**Records supplied**:
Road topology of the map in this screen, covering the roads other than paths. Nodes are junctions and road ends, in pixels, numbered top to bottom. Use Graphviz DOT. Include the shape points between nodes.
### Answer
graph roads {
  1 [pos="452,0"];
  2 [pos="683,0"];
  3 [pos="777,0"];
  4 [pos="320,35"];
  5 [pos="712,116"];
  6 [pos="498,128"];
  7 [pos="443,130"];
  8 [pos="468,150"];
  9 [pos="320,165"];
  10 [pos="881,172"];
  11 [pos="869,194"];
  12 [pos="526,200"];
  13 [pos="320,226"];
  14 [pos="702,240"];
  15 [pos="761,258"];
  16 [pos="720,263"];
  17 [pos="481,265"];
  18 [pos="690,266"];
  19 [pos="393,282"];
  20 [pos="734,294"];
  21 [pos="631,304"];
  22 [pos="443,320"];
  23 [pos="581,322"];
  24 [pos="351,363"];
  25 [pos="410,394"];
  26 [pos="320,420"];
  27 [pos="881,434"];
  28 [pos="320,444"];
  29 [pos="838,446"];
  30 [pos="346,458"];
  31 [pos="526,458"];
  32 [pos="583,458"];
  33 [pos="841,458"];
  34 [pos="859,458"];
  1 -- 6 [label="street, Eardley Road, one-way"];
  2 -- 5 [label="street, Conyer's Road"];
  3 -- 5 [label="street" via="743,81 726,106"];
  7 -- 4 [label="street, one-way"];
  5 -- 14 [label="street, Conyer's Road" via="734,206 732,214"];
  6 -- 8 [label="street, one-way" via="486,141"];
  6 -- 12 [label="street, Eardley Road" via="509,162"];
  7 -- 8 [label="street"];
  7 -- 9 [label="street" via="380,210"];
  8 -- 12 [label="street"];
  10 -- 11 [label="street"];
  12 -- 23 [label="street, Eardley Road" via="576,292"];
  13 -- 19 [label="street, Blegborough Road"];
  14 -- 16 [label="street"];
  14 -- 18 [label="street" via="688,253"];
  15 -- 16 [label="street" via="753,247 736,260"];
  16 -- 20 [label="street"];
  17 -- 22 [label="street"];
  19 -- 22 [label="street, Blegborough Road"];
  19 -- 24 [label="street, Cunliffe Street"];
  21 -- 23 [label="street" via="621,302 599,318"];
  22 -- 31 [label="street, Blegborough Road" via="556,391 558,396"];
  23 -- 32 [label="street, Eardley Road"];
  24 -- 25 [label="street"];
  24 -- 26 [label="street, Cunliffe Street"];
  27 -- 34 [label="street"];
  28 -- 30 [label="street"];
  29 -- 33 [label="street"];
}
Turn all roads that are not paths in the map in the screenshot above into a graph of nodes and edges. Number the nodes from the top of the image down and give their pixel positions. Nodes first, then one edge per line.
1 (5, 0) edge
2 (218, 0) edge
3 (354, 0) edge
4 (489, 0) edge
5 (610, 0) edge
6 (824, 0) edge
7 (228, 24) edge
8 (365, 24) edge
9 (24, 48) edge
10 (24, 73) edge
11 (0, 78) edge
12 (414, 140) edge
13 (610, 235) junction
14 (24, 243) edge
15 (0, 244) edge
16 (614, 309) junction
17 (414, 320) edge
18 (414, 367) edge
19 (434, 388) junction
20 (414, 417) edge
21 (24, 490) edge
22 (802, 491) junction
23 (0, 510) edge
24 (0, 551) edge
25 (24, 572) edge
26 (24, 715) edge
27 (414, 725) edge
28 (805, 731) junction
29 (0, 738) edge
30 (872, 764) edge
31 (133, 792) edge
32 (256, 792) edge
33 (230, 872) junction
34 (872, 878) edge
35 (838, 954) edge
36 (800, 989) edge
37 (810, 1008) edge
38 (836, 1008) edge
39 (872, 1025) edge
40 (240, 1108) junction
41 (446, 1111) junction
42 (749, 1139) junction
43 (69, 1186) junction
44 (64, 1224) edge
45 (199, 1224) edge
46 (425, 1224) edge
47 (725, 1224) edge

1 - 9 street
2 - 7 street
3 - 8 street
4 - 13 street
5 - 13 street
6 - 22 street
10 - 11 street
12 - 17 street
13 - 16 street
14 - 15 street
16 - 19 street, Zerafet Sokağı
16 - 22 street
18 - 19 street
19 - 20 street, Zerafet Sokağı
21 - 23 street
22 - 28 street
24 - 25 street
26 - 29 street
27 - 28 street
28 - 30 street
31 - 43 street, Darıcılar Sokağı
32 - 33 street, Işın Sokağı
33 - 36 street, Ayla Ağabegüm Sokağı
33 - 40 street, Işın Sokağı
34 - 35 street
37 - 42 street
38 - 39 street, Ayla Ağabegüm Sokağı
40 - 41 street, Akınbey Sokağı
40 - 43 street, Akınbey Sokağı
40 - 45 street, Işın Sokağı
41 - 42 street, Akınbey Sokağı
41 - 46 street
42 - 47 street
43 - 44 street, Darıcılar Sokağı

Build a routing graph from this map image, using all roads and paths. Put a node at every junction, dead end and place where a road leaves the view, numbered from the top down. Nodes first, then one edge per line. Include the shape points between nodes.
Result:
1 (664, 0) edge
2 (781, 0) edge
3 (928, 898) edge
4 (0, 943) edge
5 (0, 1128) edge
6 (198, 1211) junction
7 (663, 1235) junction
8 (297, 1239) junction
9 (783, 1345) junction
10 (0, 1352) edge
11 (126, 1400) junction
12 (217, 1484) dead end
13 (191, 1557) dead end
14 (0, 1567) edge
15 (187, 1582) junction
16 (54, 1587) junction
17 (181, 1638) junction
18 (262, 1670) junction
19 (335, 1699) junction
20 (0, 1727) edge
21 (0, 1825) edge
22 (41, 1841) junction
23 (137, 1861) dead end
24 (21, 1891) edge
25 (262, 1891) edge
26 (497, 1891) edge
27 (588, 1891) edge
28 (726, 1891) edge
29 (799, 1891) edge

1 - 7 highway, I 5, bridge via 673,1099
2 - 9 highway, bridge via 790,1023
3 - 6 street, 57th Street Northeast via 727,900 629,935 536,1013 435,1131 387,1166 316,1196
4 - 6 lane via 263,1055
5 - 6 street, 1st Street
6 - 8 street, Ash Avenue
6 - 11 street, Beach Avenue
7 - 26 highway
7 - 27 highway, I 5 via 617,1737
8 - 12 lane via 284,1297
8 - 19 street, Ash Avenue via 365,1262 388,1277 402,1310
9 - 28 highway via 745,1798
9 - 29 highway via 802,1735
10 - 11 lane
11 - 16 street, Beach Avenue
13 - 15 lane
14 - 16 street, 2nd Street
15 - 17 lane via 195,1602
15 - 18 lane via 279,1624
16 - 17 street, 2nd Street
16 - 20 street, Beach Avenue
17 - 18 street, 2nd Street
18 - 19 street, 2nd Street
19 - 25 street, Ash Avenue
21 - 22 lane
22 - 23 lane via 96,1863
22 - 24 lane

**What you will do**: Every line of the listing that includes the word "lane" forms the answer.

**Exercise output**:
4 - 6 lane via 263,1055
8 - 12 lane via 284,1297
10 - 11 lane
13 - 15 lane
15 - 17 lane via 195,1602
15 - 18 lane via 279,1624
21 - 22 lane
22 - 23 lane via 96,1863
22 - 24 lane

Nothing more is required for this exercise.